What to do when an accident happens

Posted by:AutoMoney

As a driver, the chances of you being involved in some sort of accident during your driving life are relatively high, whether that is a little bump, or something more serious (hopefully not).  But do you know what to do if you are involved in an accident?

The key point to remember is, no matter how big or small the accident, you must stop and assess your vehicle. The same applies if you have an accident with a person, animal, or property. 

Pull over into a safe area (if possible), leave your hazard lights on to alert other road users and safely exit the vehicle.

After stopping, the next steps are as follows:

what to do when an accident happensIf anyone in either party is injured, you must notify the police. If there are no injuries in either party, you must still contact and notify the police within 24 hours of the accident, if property has been damaged and you have not been able to give your details to the third party, or the property owner. You will also need to show your certificate of insurance at the scene or afterwards.

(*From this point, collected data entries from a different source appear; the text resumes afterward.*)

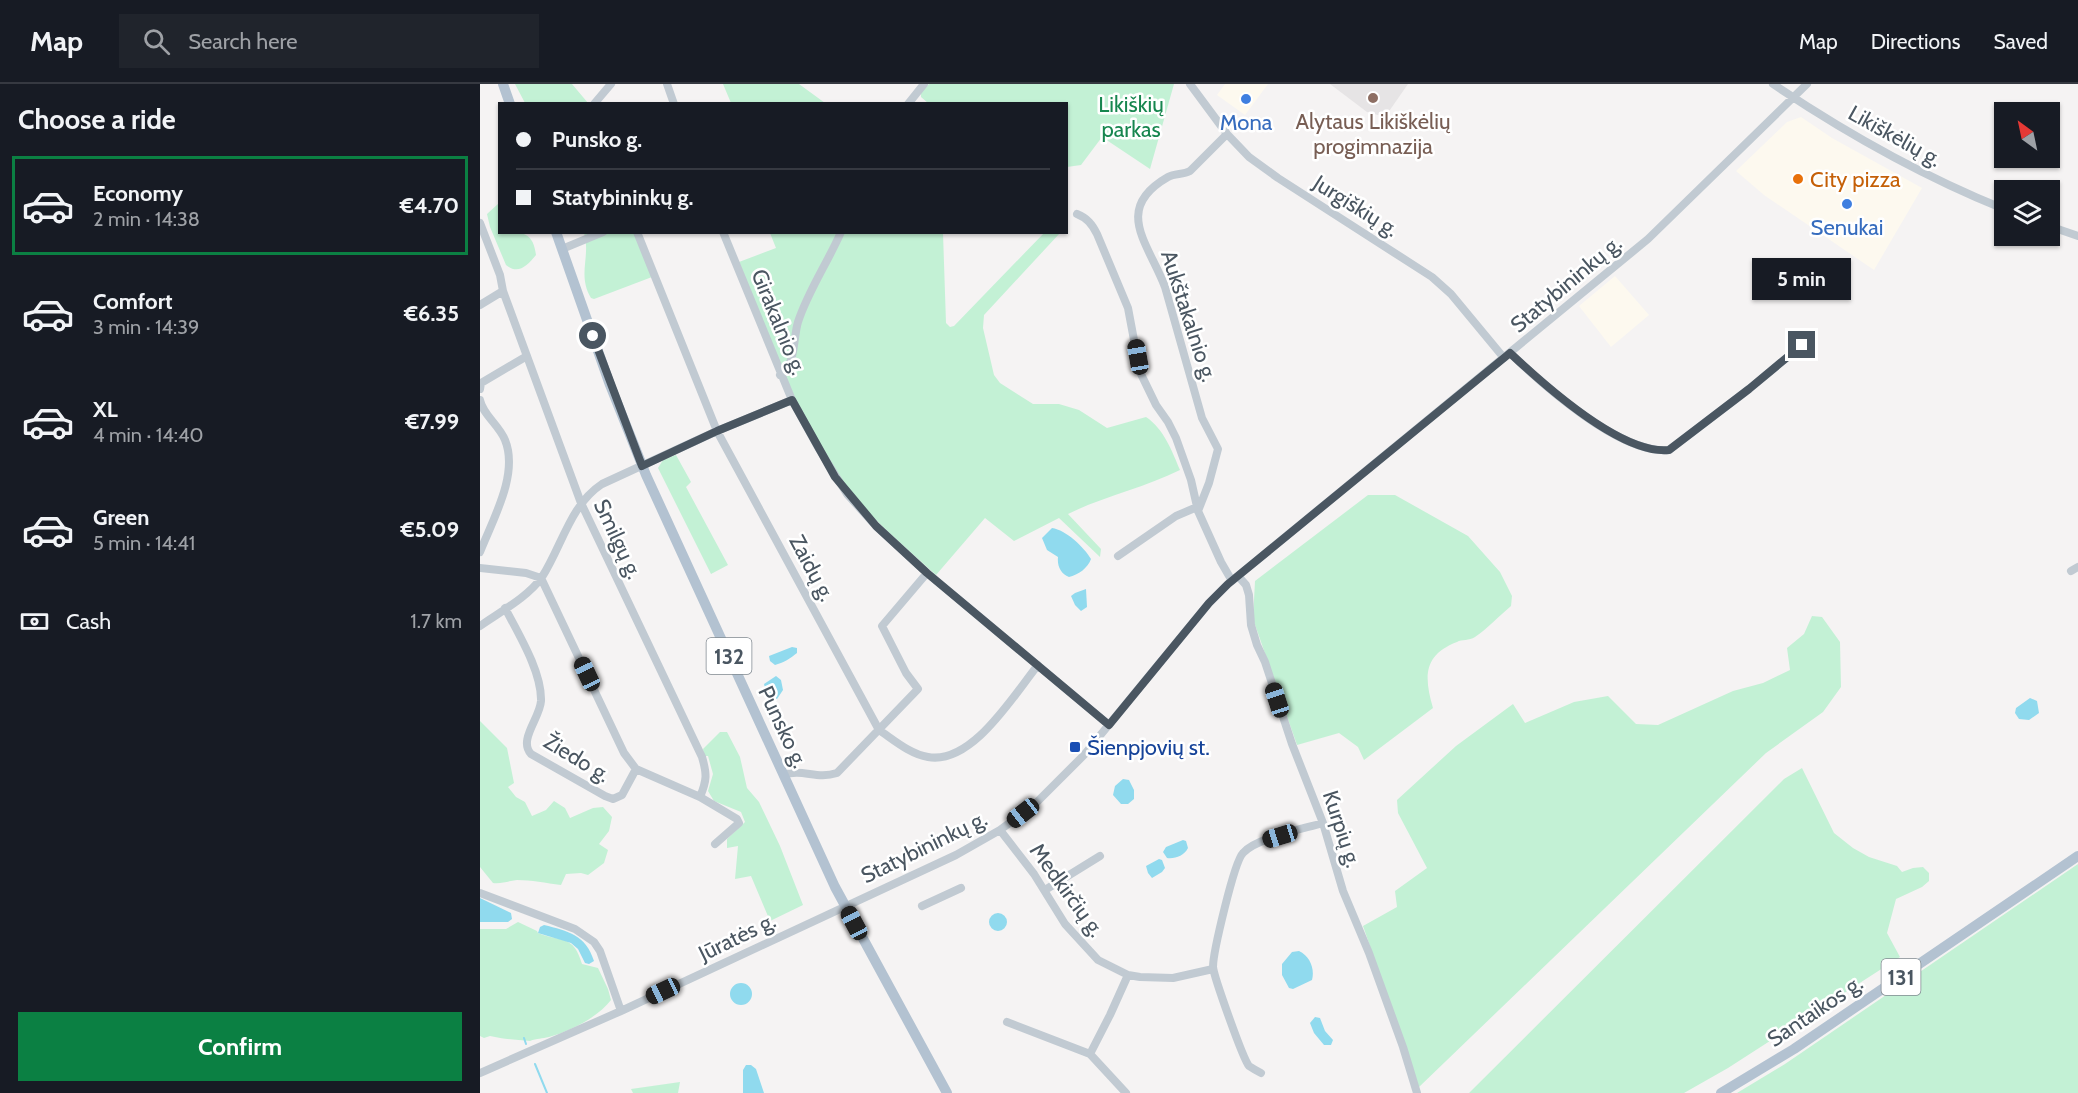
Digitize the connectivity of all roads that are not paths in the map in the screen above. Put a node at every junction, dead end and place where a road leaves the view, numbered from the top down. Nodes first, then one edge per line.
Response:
1 (503, 84) edge
2 (611, 84) edge
3 (667, 84) edge
4 (924, 84) edge
5 (1190, 84) edge
6 (1773, 84) edge
7 (1807, 84) edge
8 (1794, 97) junction
9 (509, 102) edge
10 (596, 102) edge
11 (673, 102) edge
12 (910, 102) edge
13 (1227, 134) junction
14 (1994, 205) edge
15 (1077, 214) dead end
16 (480, 223) edge
17 (2060, 230) edge
18 (481, 232) edge
19 (557, 234) edge
20 (598, 234) edge
21 (639, 234) edge
22 (724, 234) edge
23 (840, 234) edge
24 (2078, 236) edge
25 (562, 249) junction
26 (503, 291) junction
27 (480, 305) edge
28 (1802, 345) dead end
29 (1507, 355) junction
30 (527, 356) junction
31 (780, 375) junction
32 (480, 389) edge
33 (480, 400) edge
34 (792, 400) junction
35 (717, 431) junction
36 (642, 466) junction
37 (581, 503) junction
38 (1198, 509) junction
39 (480, 552) edge
40 (1118, 556) dead end
41 (480, 568) edge
42 (927, 573) junction
43 (541, 578) junction
44 (1235, 578) junction
45 (505, 608) junction
46 (480, 626) edge
47 (1038, 665) junction
48 (1109, 725) junction
49 (879, 730) junction
50 (636, 769) junction
51 (783, 775) junction
52 (700, 797) junction
53 (1323, 823) junction
54 (1000, 830) junction
55 (715, 844) dead end
56 (1100, 856) dead end
57 (2078, 856) edge
58 (961, 888) dead end
59 (1045, 891) junction
60 (480, 893) edge
61 (844, 906) junction
62 (922, 906) dead end
63 (1213, 969) junction
64 (1128, 975) junction
65 (621, 1011) junction
66 (1007, 1022) dead end
67 (1090, 1054) junction
68 (480, 1073) edge
69 (1261, 1073) dead end
70 (947, 1093) edge
71 (1126, 1093) edge
72 (1417, 1093) edge
73 (1721, 1093) edge

1 - 9 main road
2 - 10 street
3 - 11 street
4 - 12 street
5 - 13 street, Jurgiškių g.
6 - 8 street, Likiškėlių g.
7 - 8 street, Statybininkų g.
8 - 14 street, Likiškėlių g.
8 - 29 street, Statybininkų g.
13 - 29 street, Jurgiškių g.
13 - 38 street, Aukštakalnio g.
15 - 38 street
16 - 18 street, Smilgų g.
17 - 24 street
18 - 26 street, Smilgų g.
19 - 25 main road, Punsko g. / 132
20 - 25 street
21 - 35 street, Zaidų g.
22 - 31 street, Girakalnio g.
23 - 31 street
25 - 36 main road, Punsko g. / 132
26 - 27 street
26 - 30 street, Smilgų g.
28 - 29 street, Jurgiškių g.
29 - 44 street, Statybininkų g.
30 - 32 street
30 - 37 street, Smilgų g.
31 - 34 street, Girakalnio g.
33 - 39 street
34 - 35 street
34 - 42 street, Girakalnio g.
35 - 36 street
35 - 49 street, Zaidų g.
36 - 37 street
36 - 51 main road, Punsko g. / 132
37 - 43 street
37 - 52 street, Smilgų g.
38 - 40 street
38 - 44 street
41 - 43 street
42 - 47 street, Girakalnio g.
42 - 49 street
43 - 45 street
43 - 50 street, Žiedo g.
44 - 48 street, Statybininkų g.
44 - 53 street, Kurpių g.
45 - 46 street
45 - 50 street, Žiedo g.
47 - 48 street, Girakalnio g.
47 - 49 street, Zaidų g.
48 - 54 street, Statybininkų g.
49 - 51 street
50 - 52 street, Žiedo g.
51 - 61 main road, Punsko g. / 132
52 - 55 street, Žiedo g.
53 - 63 street
53 - 72 street, Kurpių g.
54 - 59 street, Medkirčių g.
54 - 61 street, Statybininkų g.
56 - 59 street
57 - 73 main road, Santaikos g. / 131
58 - 62 street
59 - 64 street, Medkirčių g.
60 - 65 street
61 - 65 street, Jūratės g.
61 - 70 main road, Punsko g. / 132
63 - 64 street, Medkirčių g.
63 - 69 street
64 - 67 street
65 - 68 street, Jūratės g.
66 - 67 street
67 - 71 street

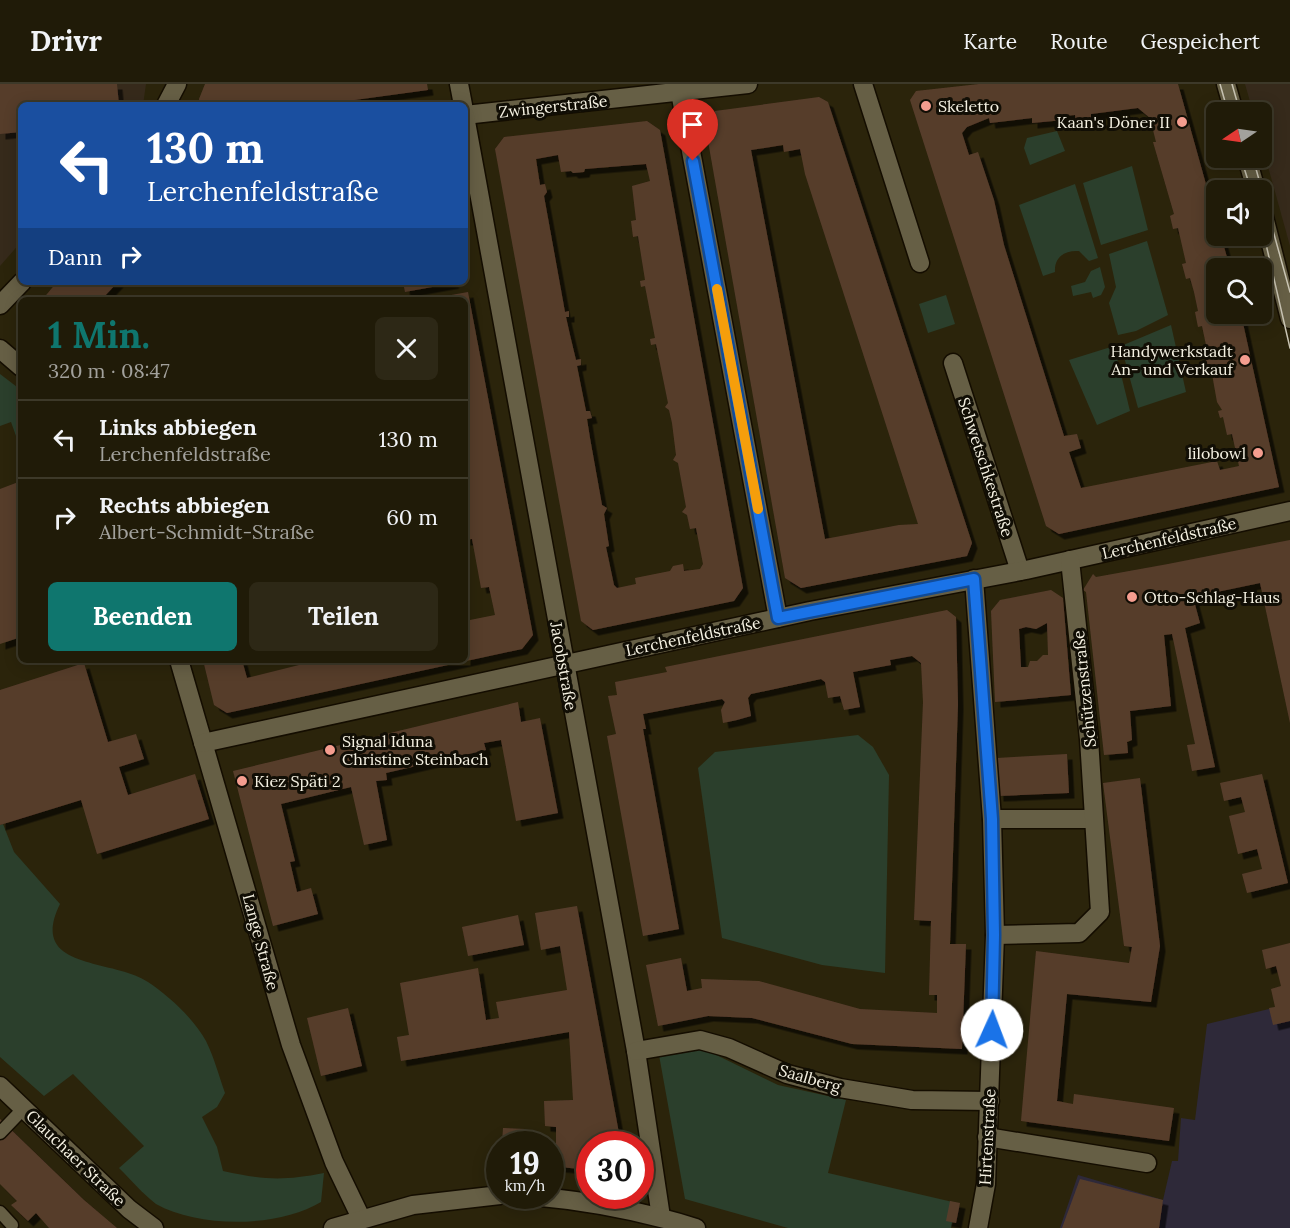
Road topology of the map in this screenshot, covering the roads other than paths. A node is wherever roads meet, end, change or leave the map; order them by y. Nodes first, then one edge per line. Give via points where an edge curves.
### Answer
1 (177, 84) edge
2 (459, 84) edge
3 (748, 84) edge
4 (863, 84) edge
5 (1226, 84) edge
6 (680, 92) junction
7 (168, 102) edge
8 (462, 102) edge
9 (1231, 102) edge
10 (468, 116) edge
11 (468, 133) edge
12 (1272, 236) edge
13 (920, 263) dead end
14 (1285, 272) edge
15 (19, 285) edge
16 (0, 306) edge
17 (1290, 319) edge
18 (0, 349) edge
19 (953, 363) dead end
20 (18, 364) edge
21 (1290, 511) edge
22 (1070, 560) junction
23 (1020, 571) junction
24 (974, 579) junction
25 (778, 618) junction
26 (180, 663) edge
27 (564, 664) junction
28 (203, 743) junction
29 (992, 819) junction
30 (1093, 819) junction
31 (994, 935) junction
32 (636, 1051) junction
33 (0, 1086) edge
34 (990, 1101) junction
35 (24, 1108) junction
36 (0, 1133) edge
37 (987, 1137) junction
38 (1147, 1162) dead end
39 (486, 1197) edge
40 (564, 1199) edge
41 (0, 1212) edge
42 (661, 1217) junction
43 (362, 1218) junction
44 (12, 1225) dead end
45 (154, 1228) edge
46 (333, 1228) edge
47 (696, 1228) edge
48 (978, 1228) edge

1 - 7 street
2 - 8 street
3 - 6 street, Zwingerstraße
4 - 13 street
5 - 9 street
6 - 10 street, Zwingerstraße
6 - 25 street
11 - 27 street, Jacobstraße
12 - 14 street
14 - 17 street
15 - 16 street
18 - 20 street
19 - 23 street, Schwetschkestraße
21 - 22 street, Lerchenfeldstraße
22 - 23 street, Lerchenfeldstraße
22 - 30 street, Schützenstraße via 1089,739
23 - 24 street, Lerchenfeldstraße
24 - 25 street, Lerchenfeldstraße
24 - 29 street, Hirtenstraße
25 - 27 street, Lerchenfeldstraße
26 - 28 street, Lange Straße
27 - 28 street, Lerchenfeldstraße
27 - 32 street, Jacobstraße
28 - 43 street, Lange Straße via 291,1045 334,1162
29 - 30 street
29 - 31 street, Hirtenstraße
30 - 31 street, Schützenstraße via 1100,912 1079,933
31 - 34 street, Hirtenstraße
32 - 34 street, Saalberg via 700,1040 729,1048 787,1074 840,1088 912,1100
32 - 42 street, Jacobstraße
33 - 35 street, Glauchaer Straße
34 - 37 street, Hirtenstraße
35 - 36 lane
35 - 45 street, Glauchaer Straße
37 - 38 street
37 - 48 street, Hirtenstraße via 986,1184
39 - 43 street via 413,1205
40 - 42 street
41 - 44 lane
42 - 47 street
43 - 46 street

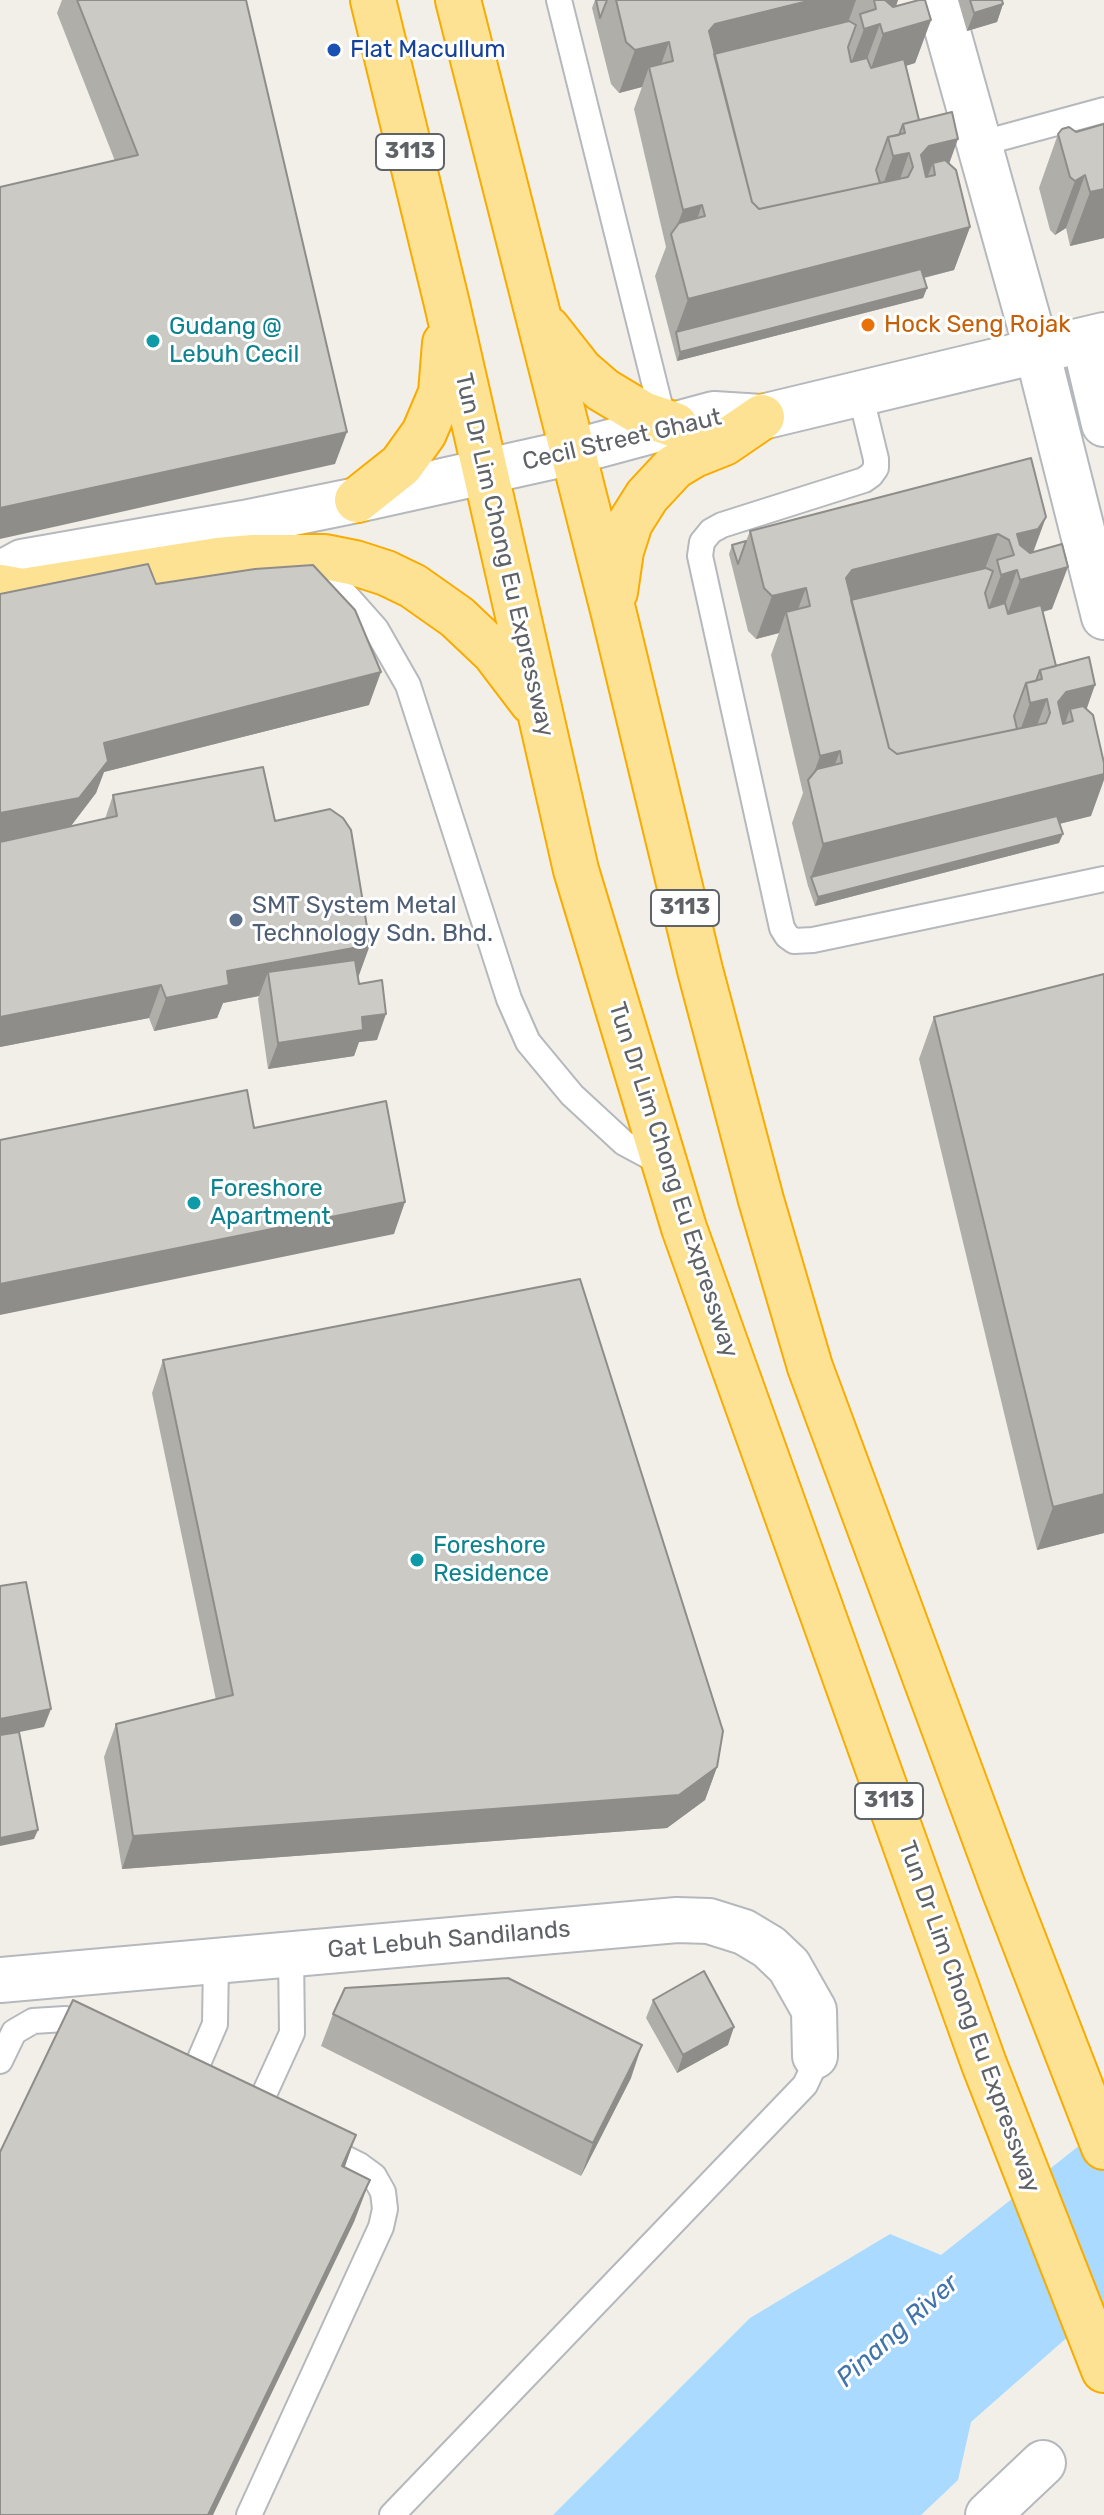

Of course, if there are injuries at the scene, calling for a paramedic is also key.

After checking that no one is injured and the emergency services are not required, you need to make a note of the other vehicle’s registration, the name of the driver and any other people in the vehicle as well as a contact phone number and address. You should also take a note of their insurance details, if possible. You will need to give your details to the driver of the other vehicle also. So it makes sense to always keep a pen and pad of paper in the vehicle.

If the police are called, you will be asked to give a statement detailing what happened from your point of view. However, you do not have to give this straight away, especially bearing in mind how stressful an accident can be – most people prefer to give their statements after the shock has subsided and they have a clearer view.

The police are also likely to breathalyse all drivers at the scene as a matter of course (if possible), and will ask to see your documents to prove you are a legal driver. If you are unable to supply these there and then, you may be given a “producer”, which means you have to take them to your nearest police station within a certain time frame.

As soon as possible after gaining all of the information required from the other driver and speaking to the police, if needed, phone your insurance company and explain what has happened and provide them with the details of the other party. You must phone your insurance company even if you feel that you are not the one at fault, because the accident must be logged in the first instance.  For this reason, it is worth having your policy number and contact number of your insurance company safely stored in your car, or saved within your mobile phone. 

It is important to tell your insurance company as soon as possible as, if you delay, the other driver could try to make a claim on your policy – it is always best to strike while the iron is hot. Insurance call centre workers are trained to offer advice and support if you are upset on the phone; they understand what a stressful time this can be. You should never admit liability for the accident (even if you think it was your fault) until you have taken advice from your insurer.

Equally, if you think that the other driver was the most at fault and therefore caused the accident, it is possible for you to claim on their policy. Again, your insurer will advise you on this.

If the car is in a condition in which it is still safely driveable, once you have spoken to the driver and gathered their information and spoken to your insurance company, it is advisable to move from the scene of the accident.

If the car is badly damaged, your insurance company will advise you on what to do, or you can use your breakdown cover to help.